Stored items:

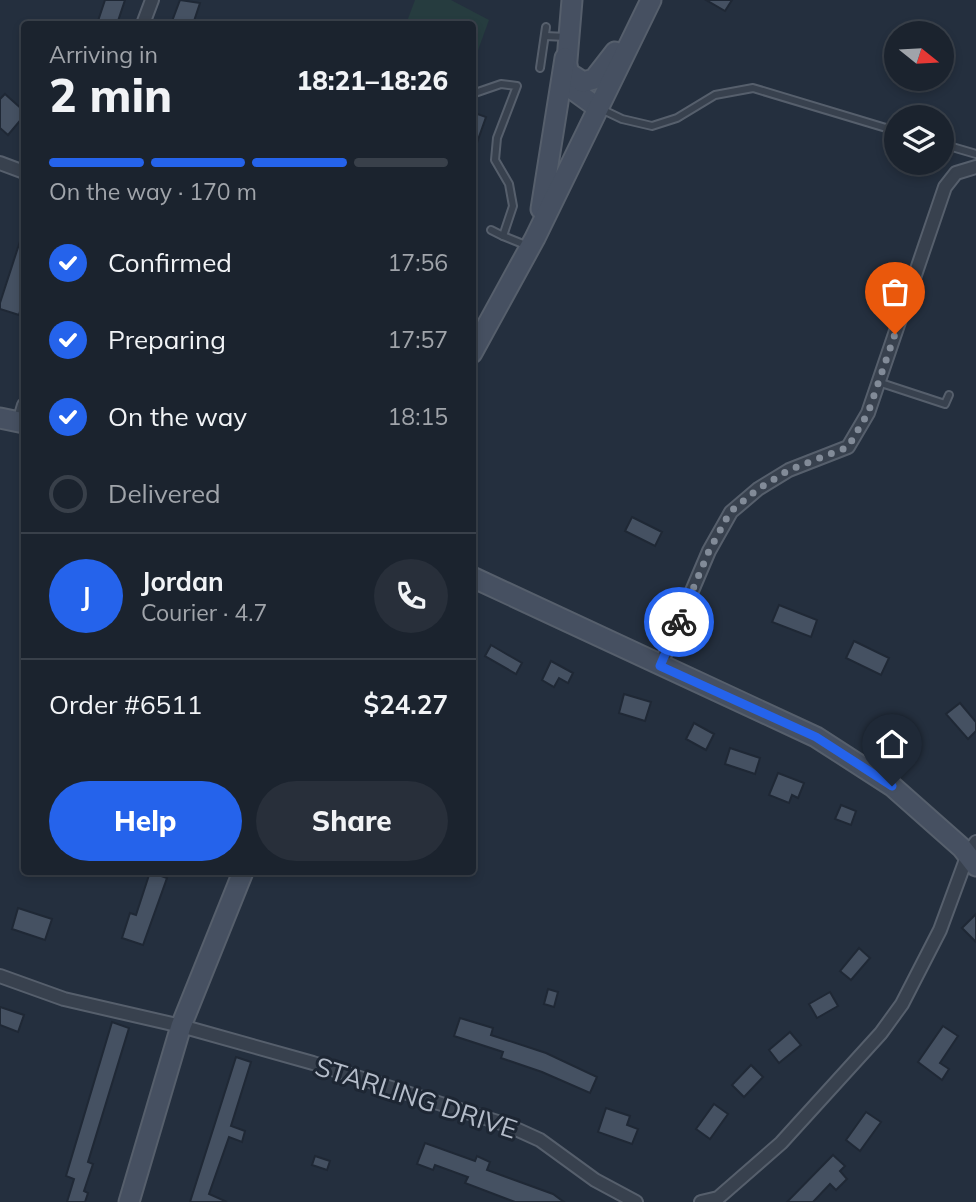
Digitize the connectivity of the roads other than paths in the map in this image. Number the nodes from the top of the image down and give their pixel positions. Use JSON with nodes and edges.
{"nodes":[{"id":1,"x":152,"y":0,"type":"edge"},
{"id":2,"x":572,"y":0,"type":"edge"},
{"id":3,"x":650,"y":0,"type":"edge"},
{"id":4,"x":144,"y":21,"type":"edge"},
{"id":5,"x":546,"y":27,"type":"dead end"},
{"id":6,"x":545,"y":36,"type":"junction"},
{"id":7,"x":568,"y":37,"type":"junction"},
{"id":8,"x":627,"y":43,"type":"junction"},
{"id":9,"x":565,"y":58,"type":"junction"},
{"id":10,"x":540,"y":68,"type":"dead end"},
{"id":11,"x":476,"y":93,"type":"edge"},
{"id":12,"x":598,"y":108,"type":"junction"},
{"id":13,"x":884,"y":127,"type":"edge"},
{"id":14,"x":954,"y":148,"type":"edge"},
{"id":15,"x":976,"y":154,"type":"edge"},
{"id":16,"x":0,"y":163,"type":"edge"},
{"id":17,"x":976,"y":167,"type":"edge"},
{"id":18,"x":21,"y":171,"type":"edge"},
{"id":19,"x":491,"y":230,"type":"dead end"},
{"id":20,"x":503,"y":236,"type":"junction"},
{"id":21,"x":532,"y":242,"type":"junction"},
{"id":22,"x":476,"y":346,"type":"edge"},
{"id":23,"x":878,"y":382,"type":"junction"},
{"id":24,"x":948,"y":395,"type":"dead end"},
{"id":25,"x":476,"y":581,"type":"edge"},
{"id":26,"x":660,"y":666,"type":"junction"},
{"id":27,"x":973,"y":854,"type":"edge"},
{"id":28,"x":242,"y":875,"type":"edge"},
{"id":29,"x":0,"y":976,"type":"edge"},
{"id":30,"x":181,"y":1026,"type":"junction"},
{"id":31,"x":720,"y":1200,"type":"edge"},
{"id":32,"x":129,"y":1202,"type":"edge"},
{"id":33,"x":636,"y":1202,"type":"edge"},
{"id":34,"x":701,"y":1202,"type":"edge"}],
"edges":[{"from":1,"to":4,"type":"street"},
{"from":2,"to":7,"type":"street"},
{"from":3,"to":8,"type":"street"},
{"from":5,"to":6,"type":"lane"},
{"from":6,"to":7,"type":"lane"},
{"from":6,"to":10,"type":"lane"},
{"from":7,"to":9,"type":"street"},
{"from":8,"to":9,"type":"street"},
{"from":8,"to":12,"type":"street"},
{"from":9,"to":12,"type":"street"},
{"from":9,"to":21,"type":"street"},
{"from":11,"to":20,"type":"lane"},
{"from":12,"to":13,"type":"lane"},
{"from":12,"to":21,"type":"street"},
{"from":14,"to":15,"type":"lane"},
{"from":16,"to":18,"type":"street"},
{"from":17,"to":23,"type":"street"},
{"from":19,"to":20,"type":"lane"},
{"from":20,"to":21,"type":"lane"},
{"from":21,"to":22,"type":"street"},
{"from":23,"to":24,"type":"lane"},
{"from":23,"to":26,"type":"street"},
{"from":25,"to":26,"type":"street"},
{"from":26,"to":27,"type":"street"},
{"from":27,"to":31,"type":"street"},
{"from":28,"to":30,"type":"street"},
{"from":29,"to":30,"type":"street","name":"STARLING DRIVE"},
{"from":30,"to":32,"type":"street"},
{"from":30,"to":33,"type":"street","name":"STARLING DRIVE"},
{"from":31,"to":34,"type":"street"}]}
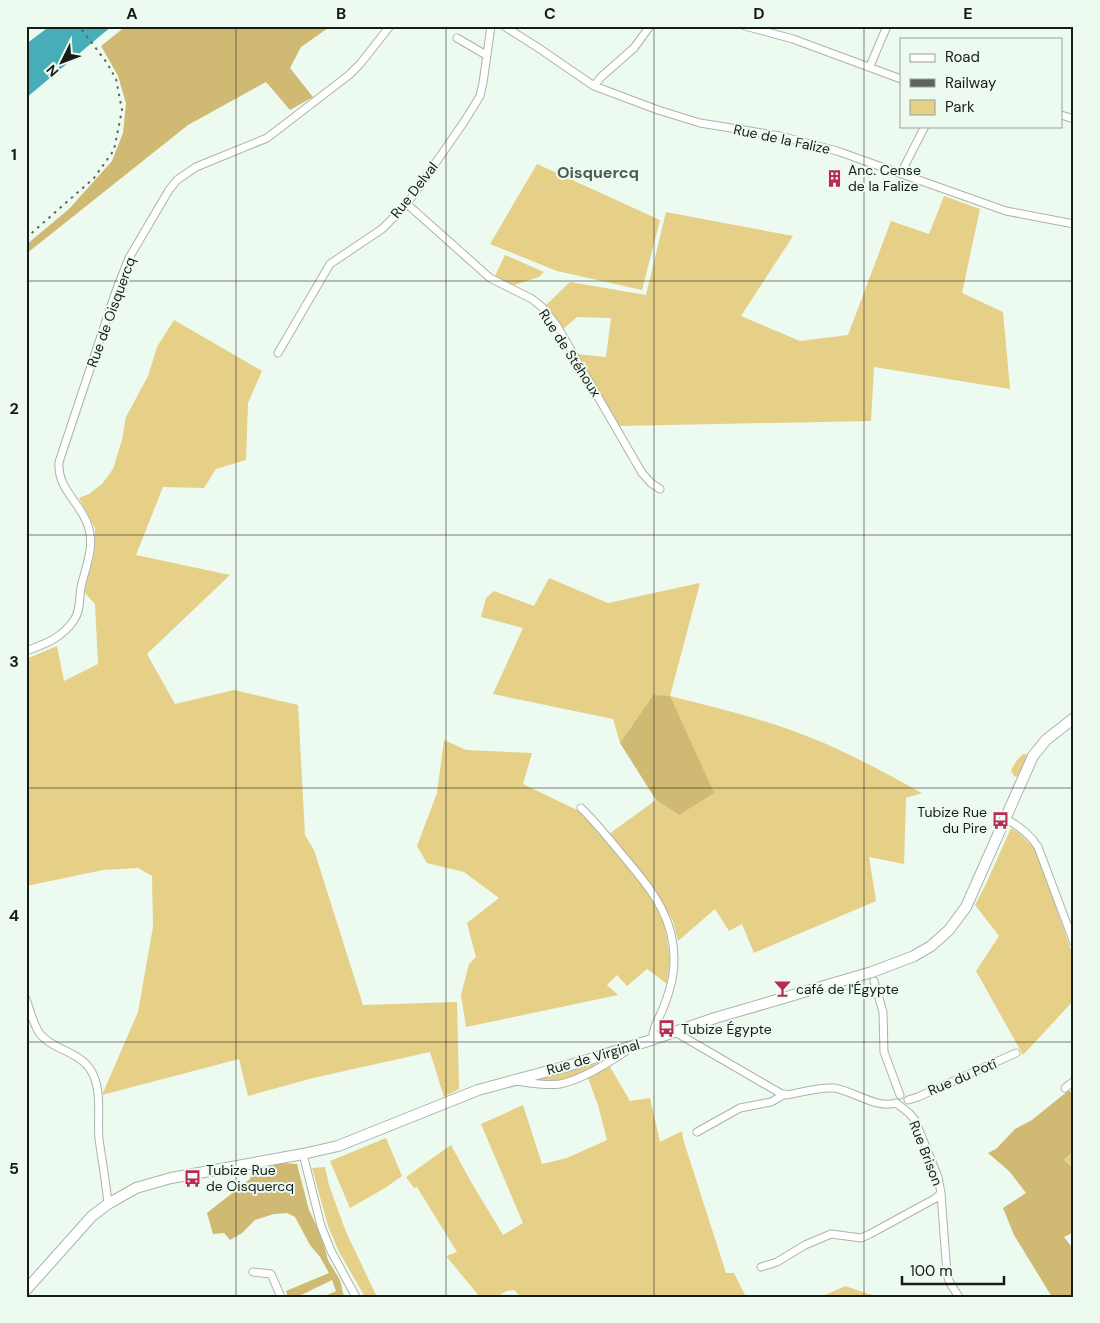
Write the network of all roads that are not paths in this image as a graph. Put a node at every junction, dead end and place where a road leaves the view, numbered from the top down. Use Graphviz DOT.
graph roads {
  1 [pos="390,26"];
  2 [pos="491,26"];
  3 [pos="504,26"];
  4 [pos="650,26"];
  5 [pos="744,26"];
  6 [pos="887,26"];
  7 [pos="457,38"];
  8 [pos="486,55"];
  9 [pos="870,66"];
  10 [pos="900,79"];
  11 [pos="594,86"];
  12 [pos="1062,115"];
  13 [pos="1074,119"];
  14 [pos="924,128"];
  15 [pos="901,173"];
  16 [pos="407,204"];
  17 [pos="1074,224"];
  18 [pos="278,354"];
  19 [pos="660,489"];
  20 [pos="26,651"];
  21 [pos="1074,718"];
  22 [pos="581,808"];
  23 [pos="1006,819"];
  24 [pos="1074,943"];
  25 [pos="874,981"];
  26 [pos="26,999"];
  27 [pos="675,1032"];
  28 [pos="653,1040"];
  29 [pos="634,1046"];
  30 [pos="1016,1053"];
  31 [pos="509,1080"];
  32 [pos="1074,1081"];
  33 [pos="1065,1088"];
  34 [pos="785,1094"];
  35 [pos="900,1095"];
  36 [pos="908,1100"];
  37 [pos="899,1105"];
  38 [pos="697,1132"];
  39 [pos="303,1154"];
  40 [pos="941,1193"];
  41 [pos="108,1204"];
  42 [pos="761,1267"];
  43 [pos="253,1272"];
  44 [pos="26,1290"];
  45 [pos="281,1297"];
  46 [pos="356,1297"];
  47 [pos="959,1297"];
  1 -- 20 [label="street, Rue de Oisquercq"];
  2 -- 8 [label="street, Rue Delval"];
  3 -- 11 [label="street, Rue de la Falize"];
  4 -- 11 [label="street"];
  5 -- 9 [label="street"];
  6 -- 9 [label="street"];
  7 -- 8 [label="street"];
  8 -- 16 [label="street, Rue Delval"];
  9 -- 10 [label="street"];
  11 -- 15 [label="street, Rue de la Falize"];
  12 -- 13 [label="street"];
  14 -- 15 [label="street"];
  15 -- 17 [label="street, Rue de la Falize"];
  16 -- 18 [label="street, Rue Delval"];
  16 -- 19 [label="street, Rue de Stéhoux"];
  21 -- 23 [label="street, Rue de Virginal"];
  22 -- 28 [label="street"];
  23 -- 24 [label="street"];
  23 -- 27 [label="street, Rue de Virginal"];
  25 -- 35 [label="street"];
  26 -- 41 [label="street"];
  27 -- 28 [label="street, Rue de Virginal"];
  27 -- 34 [label="street"];
  28 -- 29 [label="street, Rue de Virginal"];
  29 -- 31 [label="street, Rue de Virginal"];
  29 -- 31 [label="street"];
  30 -- 36 [label="street, Rue du Potî"];
  31 -- 39 [label="street, Rue de Virginal"];
  32 -- 33 [label="street"];
  34 -- 37 [label="street"];
  34 -- 38 [label="street"];
  35 -- 36 [label="street"];
  35 -- 37 [label="street"];
  36 -- 37 [label="street, Rue du Potî"];
  37 -- 40 [label="street, Rue Brison"];
  39 -- 41 [label="street, Rue de Virginal"];
  39 -- 46 [label="street"];
  40 -- 42 [label="street"];
  40 -- 47 [label="street, Rue Brison"];
  41 -- 44 [label="street, Rue de Virginal"];
  43 -- 45 [label="street"];
}
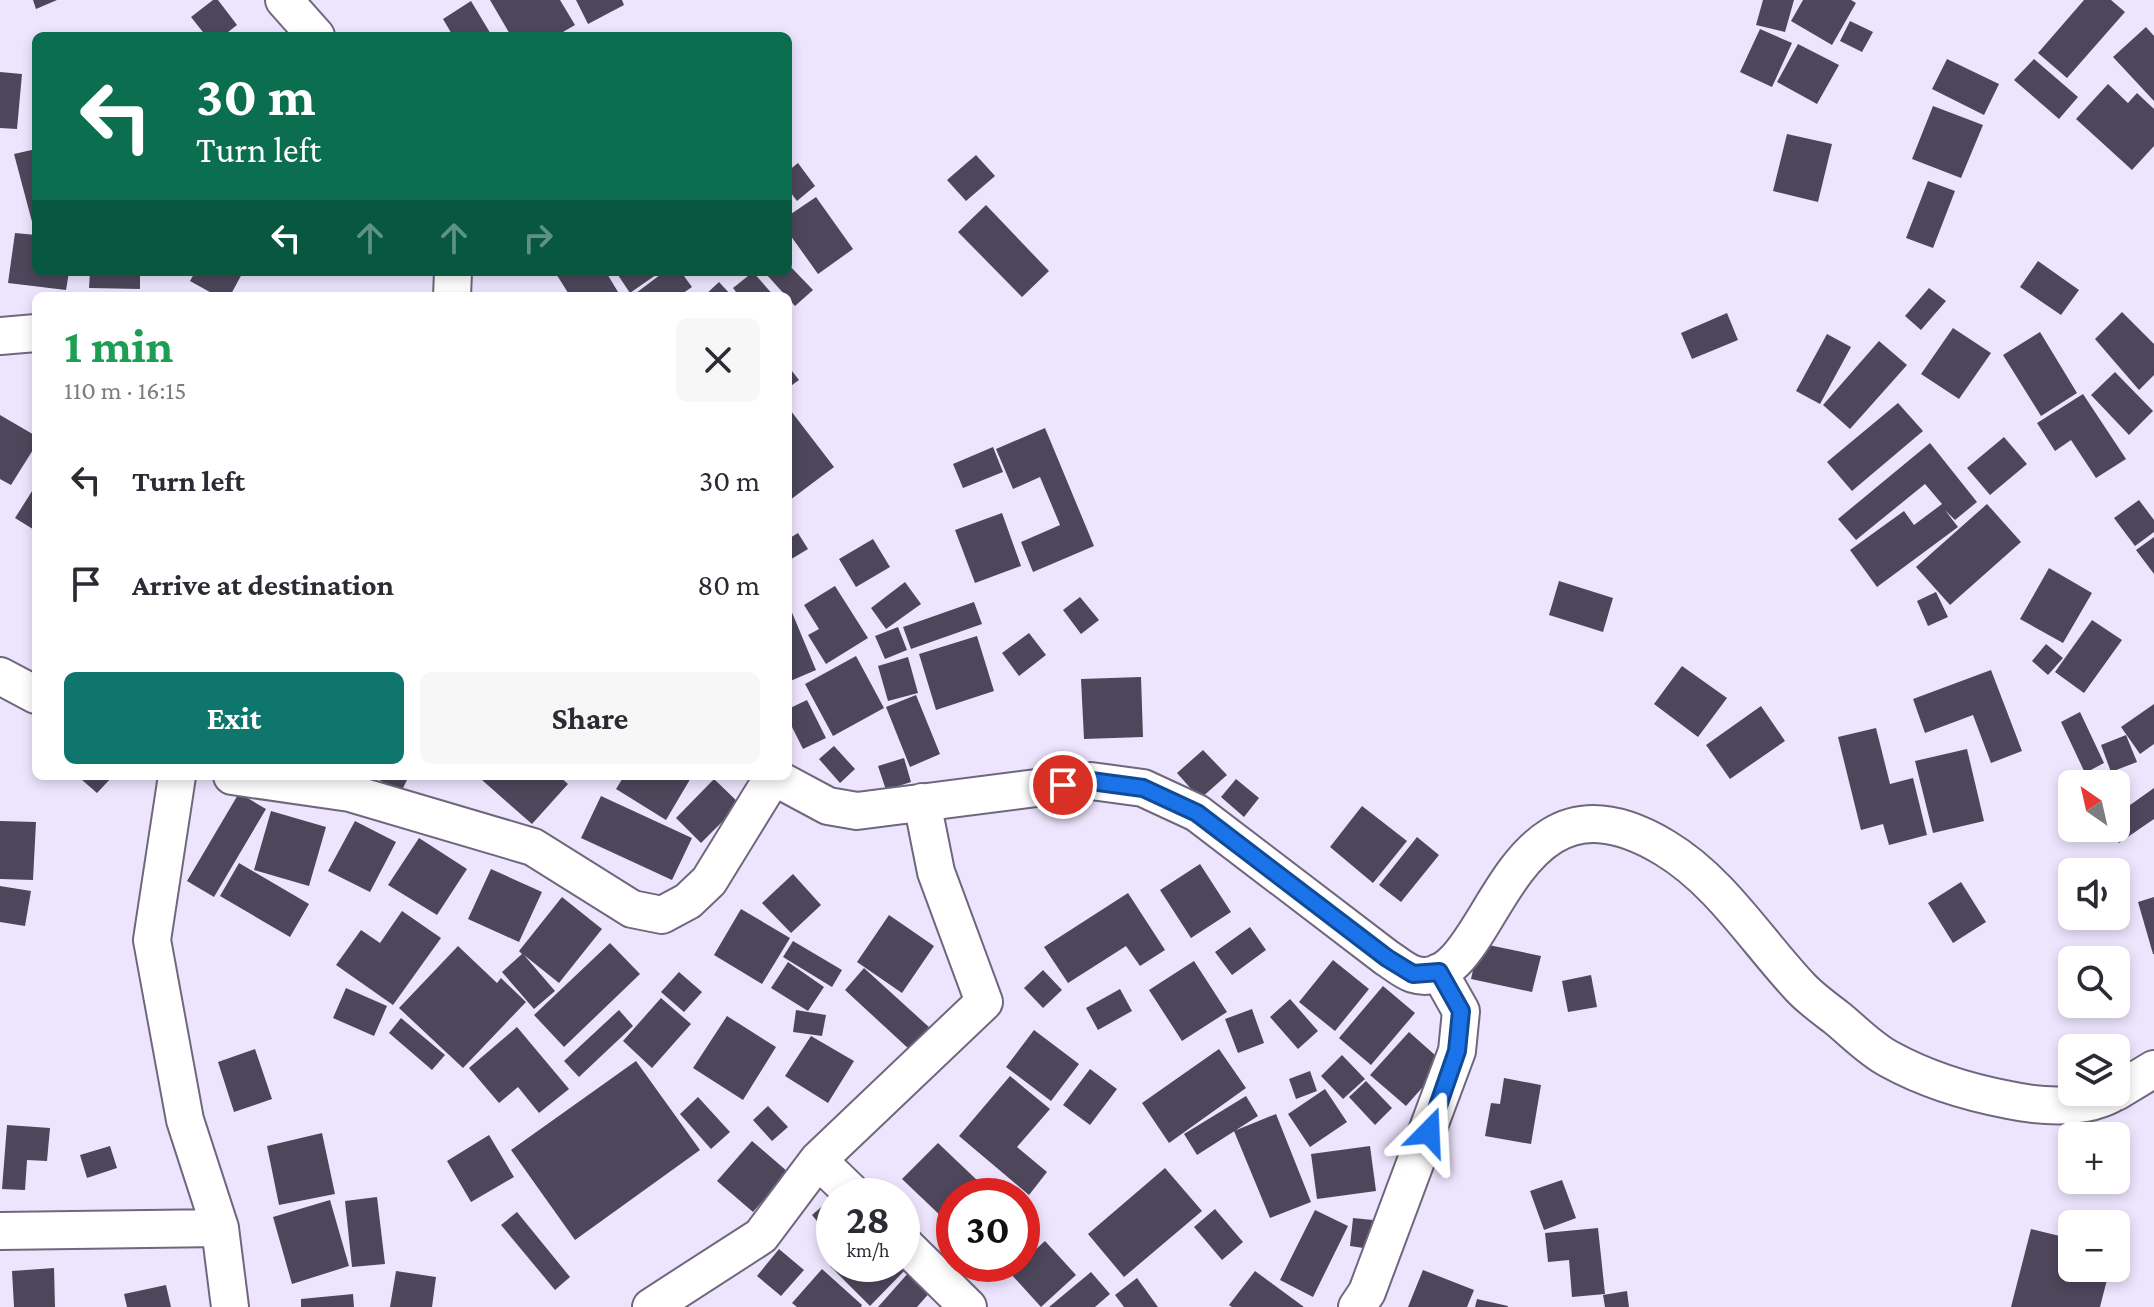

→ **Exercise goal**:
Each entry must be set down word for word; no image may be carried over.

→ **Solved exercise**:
Digitize the connectivity of the roads other than paths in the map in this image. Number the nodes from the top of the image down and give their pixel positions. Use JSON with nodes and edges.
{"nodes":[{"id":1,"x":152,"y":0,"type":"edge"},
{"id":2,"x":572,"y":0,"type":"edge"},
{"id":3,"x":650,"y":0,"type":"edge"},
{"id":4,"x":144,"y":21,"type":"edge"},
{"id":5,"x":546,"y":27,"type":"dead end"},
{"id":6,"x":545,"y":36,"type":"junction"},
{"id":7,"x":568,"y":37,"type":"junction"},
{"id":8,"x":627,"y":43,"type":"junction"},
{"id":9,"x":565,"y":58,"type":"junction"},
{"id":10,"x":540,"y":68,"type":"dead end"},
{"id":11,"x":476,"y":93,"type":"edge"},
{"id":12,"x":598,"y":108,"type":"junction"},
{"id":13,"x":884,"y":127,"type":"edge"},
{"id":14,"x":954,"y":148,"type":"edge"},
{"id":15,"x":976,"y":154,"type":"edge"},
{"id":16,"x":0,"y":163,"type":"edge"},
{"id":17,"x":976,"y":167,"type":"edge"},
{"id":18,"x":21,"y":171,"type":"edge"},
{"id":19,"x":491,"y":230,"type":"dead end"},
{"id":20,"x":503,"y":236,"type":"junction"},
{"id":21,"x":532,"y":242,"type":"junction"},
{"id":22,"x":476,"y":346,"type":"edge"},
{"id":23,"x":878,"y":382,"type":"junction"},
{"id":24,"x":948,"y":395,"type":"dead end"},
{"id":25,"x":476,"y":581,"type":"edge"},
{"id":26,"x":660,"y":666,"type":"junction"},
{"id":27,"x":973,"y":854,"type":"edge"},
{"id":28,"x":242,"y":875,"type":"edge"},
{"id":29,"x":0,"y":976,"type":"edge"},
{"id":30,"x":181,"y":1026,"type":"junction"},
{"id":31,"x":720,"y":1200,"type":"edge"},
{"id":32,"x":129,"y":1202,"type":"edge"},
{"id":33,"x":636,"y":1202,"type":"edge"},
{"id":34,"x":701,"y":1202,"type":"edge"}],
"edges":[{"from":1,"to":4,"type":"street"},
{"from":2,"to":7,"type":"street"},
{"from":3,"to":8,"type":"street"},
{"from":5,"to":6,"type":"lane"},
{"from":6,"to":7,"type":"lane"},
{"from":6,"to":10,"type":"lane"},
{"from":7,"to":9,"type":"street"},
{"from":8,"to":9,"type":"street"},
{"from":8,"to":12,"type":"street"},
{"from":9,"to":12,"type":"street"},
{"from":9,"to":21,"type":"street"},
{"from":11,"to":20,"type":"lane"},
{"from":12,"to":13,"type":"lane"},
{"from":12,"to":21,"type":"street"},
{"from":14,"to":15,"type":"lane"},
{"from":16,"to":18,"type":"street"},
{"from":17,"to":23,"type":"street"},
{"from":19,"to":20,"type":"lane"},
{"from":20,"to":21,"type":"lane"},
{"from":21,"to":22,"type":"street"},
{"from":23,"to":24,"type":"lane"},
{"from":23,"to":26,"type":"street"},
{"from":25,"to":26,"type":"street"},
{"from":26,"to":27,"type":"street"},
{"from":27,"to":31,"type":"street"},
{"from":28,"to":30,"type":"street"},
{"from":29,"to":30,"type":"street","name":"STARLING DRIVE"},
{"from":30,"to":32,"type":"street"},
{"from":30,"to":33,"type":"street","name":"STARLING DRIVE"},
{"from":31,"to":34,"type":"street"}]}
Write the network of all roads that are not paths in this image as a graph. Put a node at every junction, dead end and place where a road leaves the view, numbered from the top down. Use Graphviz DOT.
graph roads {
  1 [pos="390,26"];
  2 [pos="491,26"];
  3 [pos="504,26"];
  4 [pos="650,26"];
  5 [pos="744,26"];
  6 [pos="887,26"];
  7 [pos="457,38"];
  8 [pos="486,55"];
  9 [pos="870,66"];
  10 [pos="900,79"];
  11 [pos="594,86"];
  12 [pos="1062,115"];
  13 [pos="1074,119"];
  14 [pos="924,128"];
  15 [pos="901,173"];
  16 [pos="407,204"];
  17 [pos="1074,224"];
  18 [pos="278,354"];
  19 [pos="660,489"];
  20 [pos="26,651"];
  21 [pos="1074,718"];
  22 [pos="581,808"];
  23 [pos="1006,819"];
  24 [pos="1074,943"];
  25 [pos="874,981"];
  26 [pos="26,999"];
  27 [pos="675,1032"];
  28 [pos="653,1040"];
  29 [pos="634,1046"];
  30 [pos="1016,1053"];
  31 [pos="509,1080"];
  32 [pos="1074,1081"];
  33 [pos="1065,1088"];
  34 [pos="785,1094"];
  35 [pos="900,1095"];
  36 [pos="908,1100"];
  37 [pos="899,1105"];
  38 [pos="697,1132"];
  39 [pos="303,1154"];
  40 [pos="941,1193"];
  41 [pos="108,1204"];
  42 [pos="761,1267"];
  43 [pos="253,1272"];
  44 [pos="26,1290"];
  45 [pos="281,1297"];
  46 [pos="356,1297"];
  47 [pos="959,1297"];
  1 -- 20 [label="street, Rue de Oisquercq"];
  2 -- 8 [label="street, Rue Delval"];
  3 -- 11 [label="street, Rue de la Falize"];
  4 -- 11 [label="street"];
  5 -- 9 [label="street"];
  6 -- 9 [label="street"];
  7 -- 8 [label="street"];
  8 -- 16 [label="street, Rue Delval"];
  9 -- 10 [label="street"];
  11 -- 15 [label="street, Rue de la Falize"];
  12 -- 13 [label="street"];
  14 -- 15 [label="street"];
  15 -- 17 [label="street, Rue de la Falize"];
  16 -- 18 [label="street, Rue Delval"];
  16 -- 19 [label="street, Rue de Stéhoux"];
  21 -- 23 [label="street, Rue de Virginal"];
  22 -- 28 [label="street"];
  23 -- 24 [label="street"];
  23 -- 27 [label="street, Rue de Virginal"];
  25 -- 35 [label="street"];
  26 -- 41 [label="street"];
  27 -- 28 [label="street, Rue de Virginal"];
  27 -- 34 [label="street"];
  28 -- 29 [label="street, Rue de Virginal"];
  29 -- 31 [label="street, Rue de Virginal"];
  29 -- 31 [label="street"];
  30 -- 36 [label="street, Rue du Potî"];
  31 -- 39 [label="street, Rue de Virginal"];
  32 -- 33 [label="street"];
  34 -- 37 [label="street"];
  34 -- 38 [label="street"];
  35 -- 36 [label="street"];
  35 -- 37 [label="street"];
  36 -- 37 [label="street, Rue du Potî"];
  37 -- 40 [label="street, Rue Brison"];
  39 -- 41 [label="street, Rue de Virginal"];
  39 -- 46 [label="street"];
  40 -- 42 [label="street"];
  40 -- 47 [label="street, Rue Brison"];
  41 -- 44 [label="street, Rue de Virginal"];
  43 -- 45 [label="street"];
}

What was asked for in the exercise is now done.